There are all sorts of heterim (permissions) for Lashon Hara. The Meiri says that if you say it publicly, it is not Lashon Hara. There are all sorts of views out there by great rabbis. Then the Chofetz Chaim codified Judaism’s teachings on gossip and made it appear as though Judaism had a universal prohibition on speaking ill of others.
If you read the writings of the great rabbis, almost all of these gadolim violate the laws of the Chofetz Chaim (Desiring Life). Of course, these great rabbis do not think they are saying Lashon Hara. They believe the target of their enmity deserves it. If their target is doing bad things, then they deserve.
It’s depressing. For many of these rabbis, it’s just a personal weakness, though none of them would admit it. They’d say they are exposing hypocrites as the Talmud commands.
Marc B. Shapiro said in a 2008 lecture for Torah in Motion on “The Lives of the Gedolim”:
“If you read my blogs, you’ll see that I am a relentless exposer of the fraudulence not just in the chareidi world but in the Modern Orthodox world. It all needs to be exposed. But that doesn’t mean that every simple person needs to know… As Rav Kook says, if they come into our world and try to affect us with their fraudulent stories, it needs to be exposed. But if they want to live by these bubbemeisers (old wives tales), that’s a way of life. I’m like Rabbi Slifkin in this regard. Only if it threatens to interfere in the wider community.
“It’s hard to know what lashon hara (gossip) is. You don’t really know what lashon hara is. I have read many letters of gedolim and they are full of negative comments about other rabbis, which you would say is lashon hara. As anyone knows, they badmouth them all the time. If you asked the rav, he would say it is not lashon hara. The Torah says you have to expose chanafim (hypocrites, flatterers).
(“The admonition to expose hypocrites is stated in Yoma 86b where it is derived from [the legal category of] Chillul HaShem,” emails Marc in reply to my question.)

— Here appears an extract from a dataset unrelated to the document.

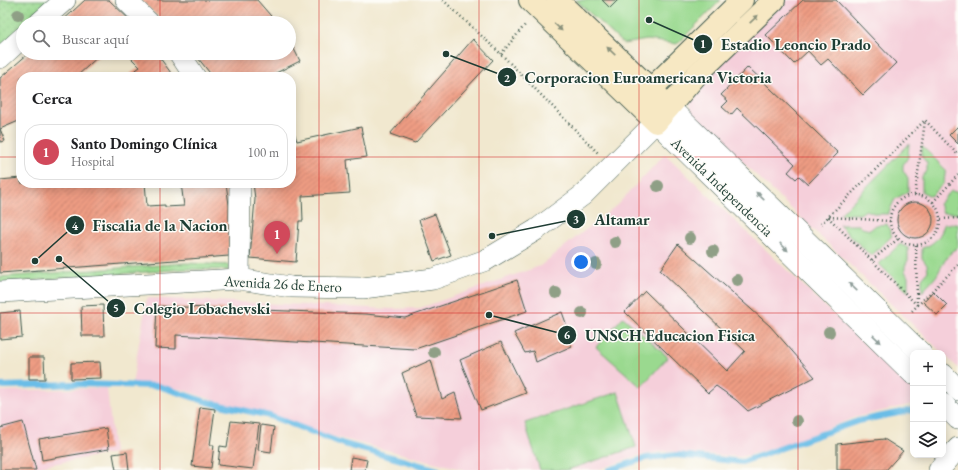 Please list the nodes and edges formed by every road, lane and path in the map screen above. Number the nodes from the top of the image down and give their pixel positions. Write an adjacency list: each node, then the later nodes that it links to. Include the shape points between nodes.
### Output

“We are supposed to expose hypocrisy. I would say that if you asked all these rabbonim who say terrible things about other ones and were great talmidei chachamim, if you asked them, they would say it is not lashon hara, but he’s a fraud and I have to expose him. It could be that he’s not a fraud and that it’s just a personal dispute.
“I don’t think it’s lashon hara to talk about a dispute that the whole world knew about and it was in all the newspapers… If a certain rav did a bad thing. There’s a rav, not a gadol of the first calibre but of the second calibre, but he had a child out of wedlock when he was about 17 and in yeshiva. About 20 years ago, one of the Israeli newspapers exposed him and published the birth certificate. I think that’s a terrible breach of privacy. He made a mistake when he was young. I don’t think it’s anyone’s business. I would never expose something like that. If I knew about it, I would probably choose not to write about him because how could you write about him and not talk about it?
“If there was a case like this where he abandoned the girl and wanted nothing to do with them and then he became a big scholar, a Talmud Chacham, a posek, I don’t think that’s lashon hara. This would be an example of exposing the hypocrites.”
“I try to balance Jewish values with secular values. As a secular historian, you go into a grave and dig up the body if you need to. They dug up Zachary Taylor’s body to see if he was poisoned. I would have no problem as a secular historian if I was writing about a figure like Einstein, but among gedolim, I do not do that. I can honestly say that I’ve never had to make that choice with Rabbi Yaakov Jechiel Weinberg. I would rather not write about somebody than have to cover something like that up… Certain great rabbinic figures, I would treat differently than other figures. If that is not in correspondence with historical [analysis], what are they going to do? Take my tenure away? Life is not only about historical craft.”